Yes the first occurance (?) does the trick /<!--(.*?)-->/
And given nesting is not allowed here this will do it.
This had worked for me before, I should have stuck with it.
The //m is not really of help here since the xml could
be without newlines.

I found xml specs from
http://www.w3.org/TR/1998/REC-xml-19980210#sec-cdata-sect
I will use that to finish this code.

About the CDATA thing you mentioned. No, thats not really a
problem. The order of the regex is such that "all" non-markup
items are processed out first.

So in this case all CDATA will be removed first followed by
all comments and any other weird ones like versioning.
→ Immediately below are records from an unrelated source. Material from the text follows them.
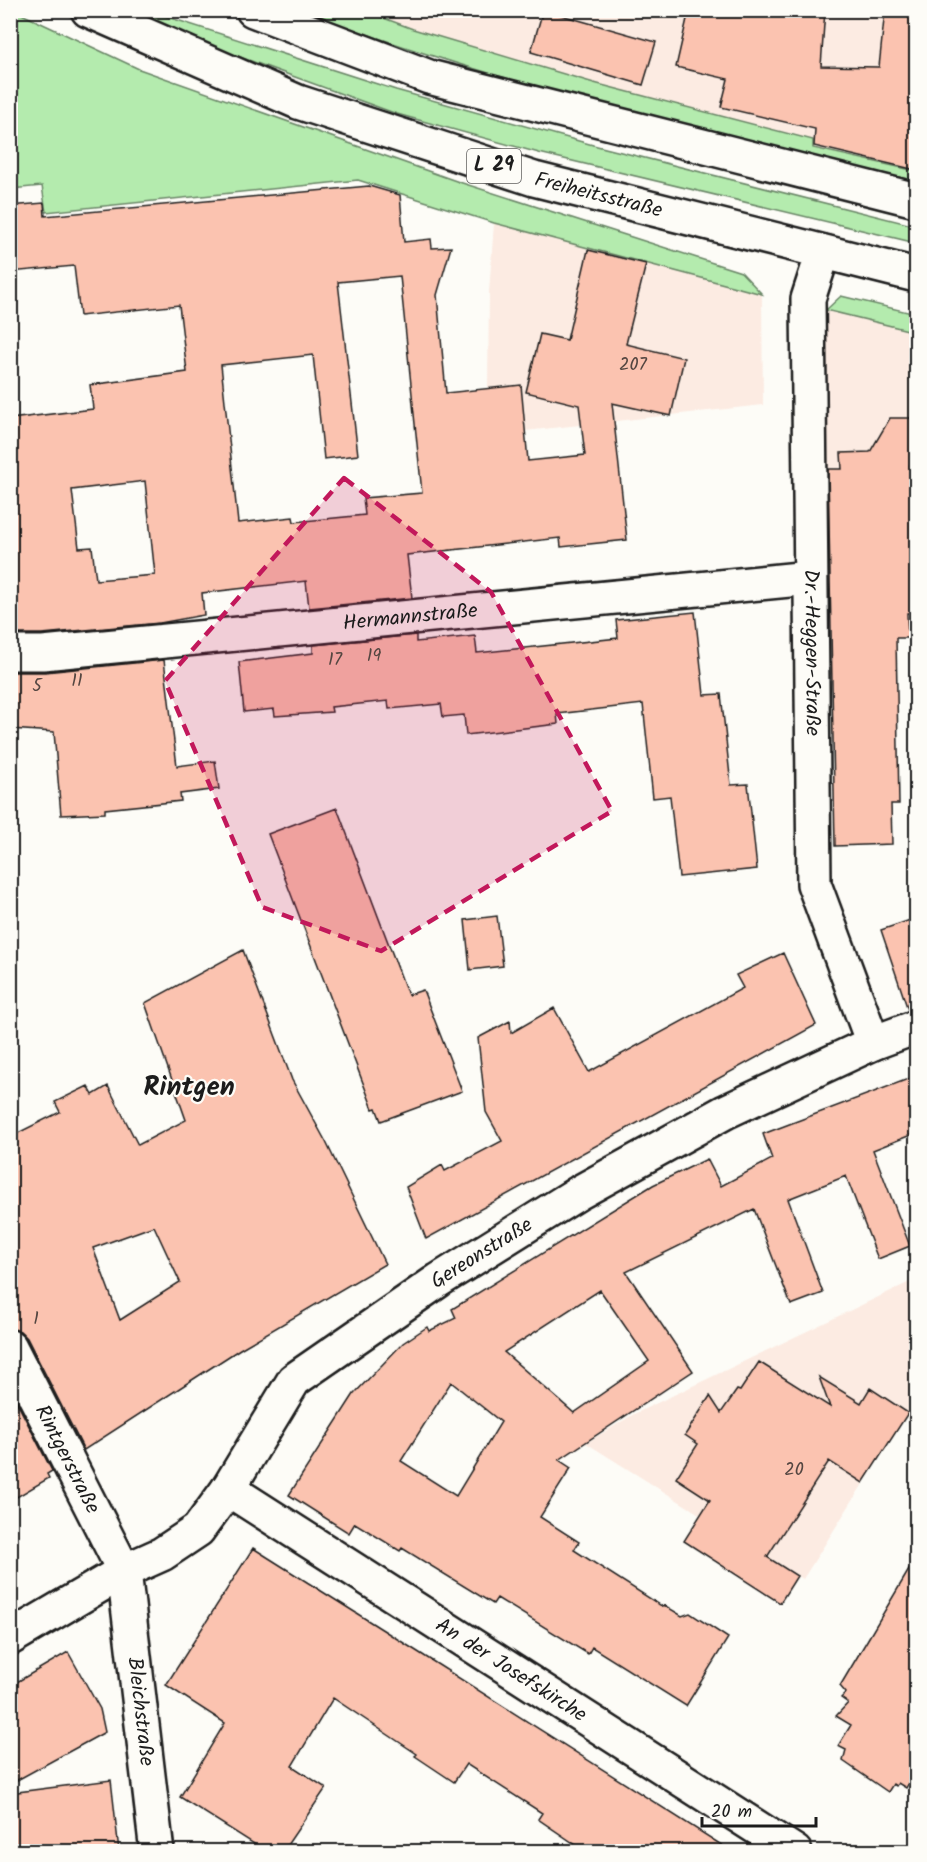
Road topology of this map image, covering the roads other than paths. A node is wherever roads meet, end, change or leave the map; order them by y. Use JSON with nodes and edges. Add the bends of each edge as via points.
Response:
{"nodes":[{"id":1,"x":88,"y":10,"type":"edge"},
{"id":2,"x":253,"y":10,"type":"edge"},
{"id":3,"x":916,"y":200,"type":"edge"},
{"id":4,"x":823,"y":253,"type":"junction"},
{"id":5,"x":916,"y":276,"type":"edge"},
{"id":6,"x":810,"y":578,"type":"junction"},
{"id":7,"x":10,"y":653,"type":"edge"},
{"id":8,"x":916,"y":1027,"type":"edge"},
{"id":9,"x":873,"y":1043,"type":"junction"},
{"id":10,"x":10,"y":1347,"type":"edge"},
{"id":11,"x":228,"y":1489,"type":"junction"},
{"id":12,"x":124,"y":1570,"type":"junction"},
{"id":13,"x":10,"y":1638,"type":"edge"},
{"id":14,"x":157,"y":1851,"type":"edge"},
{"id":15,"x":795,"y":1851,"type":"edge"}],
"edges":[{"from":1,"to":4,"type":"street","name":"Freiheitsstraße","number":"L 29","via":[[298,102],[534,179]]},
{"from":2,"to":3,"type":"street","via":[[429,77]]},
{"from":4,"to":5,"type":"street","name":"Freiheitsstraße","number":"L 29"},
{"from":4,"to":6,"type":"street","name":"Dr.-Heggen-Straße","via":[[808,299]]},
{"from":6,"to":7,"type":"street","name":"Hermannstraße","via":[[43,653]]},
{"from":6,"to":9,"type":"street","name":"Dr.-Heggen-Straße","via":[[814,884]]},
{"from":8,"to":9,"type":"street","name":"Gereonstraße"},
{"from":9,"to":11,"type":"street","name":"Gereonstraße","via":[[725,1112],[580,1192],[401,1306],[294,1380]]},
{"from":10,"to":12,"type":"street","name":"Rintgerstraße"},
{"from":11,"to":12,"type":"street","name":"Gereonstraße","via":[[198,1530],[162,1554]]},
{"from":11,"to":15,"type":"street","name":"An der Josefskirche"},
{"from":12,"to":13,"type":"street","name":"Gereonstraße"},
{"from":12,"to":14,"type":"street","name":"Bleichstraße"}]}
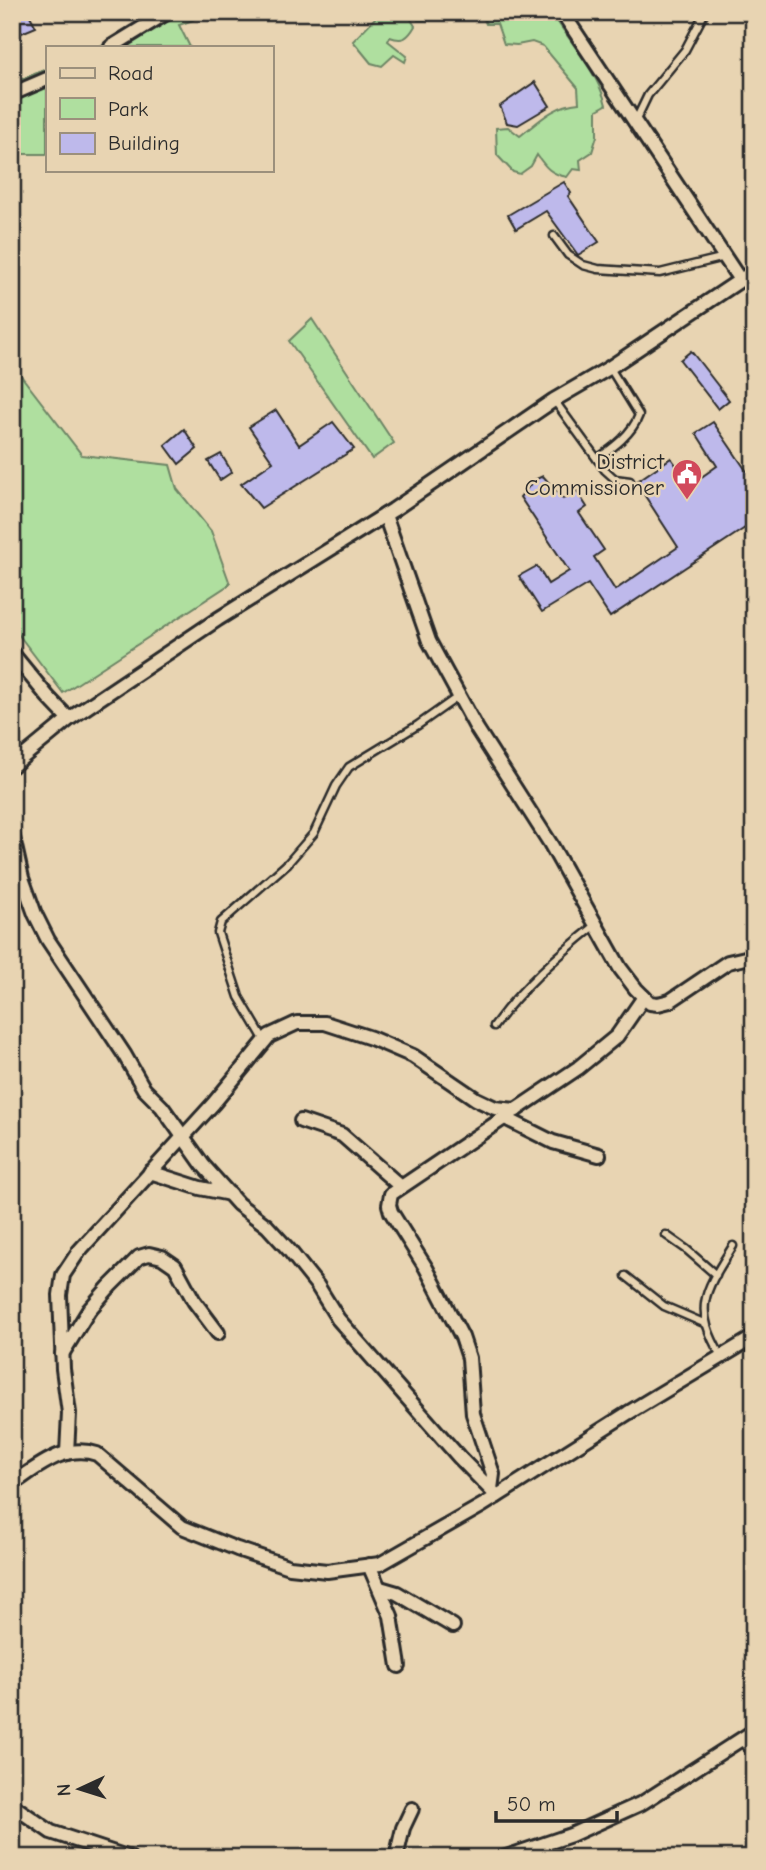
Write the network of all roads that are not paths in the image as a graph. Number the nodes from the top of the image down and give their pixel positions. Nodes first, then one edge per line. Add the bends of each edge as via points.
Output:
1 (168, 12) edge
2 (562, 12) edge
3 (705, 12) edge
4 (113, 46) edge
5 (46, 79) edge
6 (12, 94) edge
7 (635, 122) junction
8 (554, 236) dead end
9 (725, 257) junction
10 (754, 271) edge
11 (740, 280) junction
12 (609, 368) junction
13 (554, 400) junction
14 (597, 459) junction
15 (630, 481) dead end
16 (385, 515) junction
17 (12, 653) edge
18 (459, 696) junction
19 (69, 719) junction
20 (12, 766) edge
21 (12, 833) edge
22 (596, 925) junction
23 (754, 956) edge
24 (644, 997) junction
25 (494, 1026) dead end
26 (265, 1041) junction
27 (511, 1114) junction
28 (301, 1121) dead end
29 (182, 1136) junction
30 (599, 1155) dead end
31 (150, 1171) junction
32 (400, 1186) junction
33 (230, 1194) junction
34 (666, 1235) dead end
35 (733, 1246) dead end
36 (716, 1275) junction
37 (626, 1276) dead end
38 (706, 1324) junction
39 (218, 1332) dead end
40 (754, 1337) edge
41 (62, 1354) junction
42 (721, 1356) junction
43 (67, 1452) junction
44 (12, 1484) edge
45 (494, 1493) junction
46 (369, 1565) junction
47 (380, 1588) junction
48 (453, 1626) dead end
49 (399, 1666) dead end
50 (754, 1731) edge
51 (740, 1740) junction
52 (753, 1753) edge
53 (12, 1805) edge
54 (411, 1809) dead end
55 (114, 1855) edge
56 (130, 1858) edge
57 (396, 1858) edge
58 (503, 1858) edge

1 - 4 street
2 - 7 street
3 - 7 lane via 685,50 648,95
5 - 6 street
7 - 9 street
8 - 9 lane via 568,255 598,269 660,273
9 - 11 street
10 - 11 street
11 - 12 street
12 - 13 street
12 - 14 lane via 639,415 614,448
13 - 14 lane
13 - 16 street
14 - 15 lane via 615,479
16 - 18 street via 429,641
16 - 19 street
17 - 19 street
18 - 22 street
18 - 26 lane via 349,767 314,833 288,863 221,922 218,933 239,997
19 - 20 street
21 - 29 street via 22,878 48,940 144,1089
22 - 24 street via 620,968
22 - 25 lane via 523,990
23 - 24 street via 728,962 670,1001 650,1003
24 - 27 street via 617,1035
26 - 27 street via 297,1023 325,1023 413,1056 476,1099
26 - 29 street
27 - 30 street via 553,1142
27 - 32 street
28 - 32 street via 342,1135
29 - 31 street
29 - 33 street
31 - 33 street
31 - 41 street via 63,1275
32 - 45 street via 391,1194 391,1212 462,1337 469,1358 473,1414 493,1475
33 - 45 street via 289,1250 338,1319
34 - 36 lane
35 - 36 lane
36 - 38 lane via 705,1300
37 - 38 lane via 664,1306
38 - 42 lane
39 - 41 street via 194,1301 176,1266 149,1254 139,1257 89,1310
40 - 42 street
41 - 43 street via 69,1413
42 - 45 street
43 - 44 street
43 - 46 street via 83,1449 97,1454 182,1527 237,1549 290,1567 327,1571
45 - 46 street via 380,1563
46 - 47 street
47 - 48 street
47 - 49 street via 391,1616
50 - 51 street
51 - 52 lane
51 - 58 street via 642,1803 571,1836
53 - 55 street via 51,1832
54 - 57 street
55 - 56 street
I like the specs, it makes it easy to write the regex.
quote:

CDSect ::= CDStart CData CDEnd
[19] CDStart ::= '<![CDATA['
[20] CData ::= (Char* - (Char* ']]>' Char*))
[21] CDEnd ::= ']]>'


Within a CDATA section, only the CDEnd string is recognized as markup,
so that left angle brackets and ampersands may occur in their literal
form; they need not (and cannot) be escaped using "&lt;" and "&amp;".
CDATA sections cannot nest.

An example of a CDATA section, in which "<greeting>" and "</greeting>"
are recognized as character data, not markup:

<![CDATA[<greeting>Hello, world!</greeting>]]>

..
..
..
One more thing:
>If you are wondering about a negative string match, look at the perlre
>documentation, specifically negative lookahead and lookbehind
>assertions.

Yes I looked at it and tried the assertions quite a bit,
in this context /(.*)(?!string)/s it doesen't seem to work.
This however /(\w*)(?!string)/ seems to work but only if the
string has certain characters.
Don't know why.

I won't be on for a couple of days while I install a new raid array.
Anyway thanks for the help.

.



Relevant Pages

  • Re: Serious Perl Regular Expression deficiency?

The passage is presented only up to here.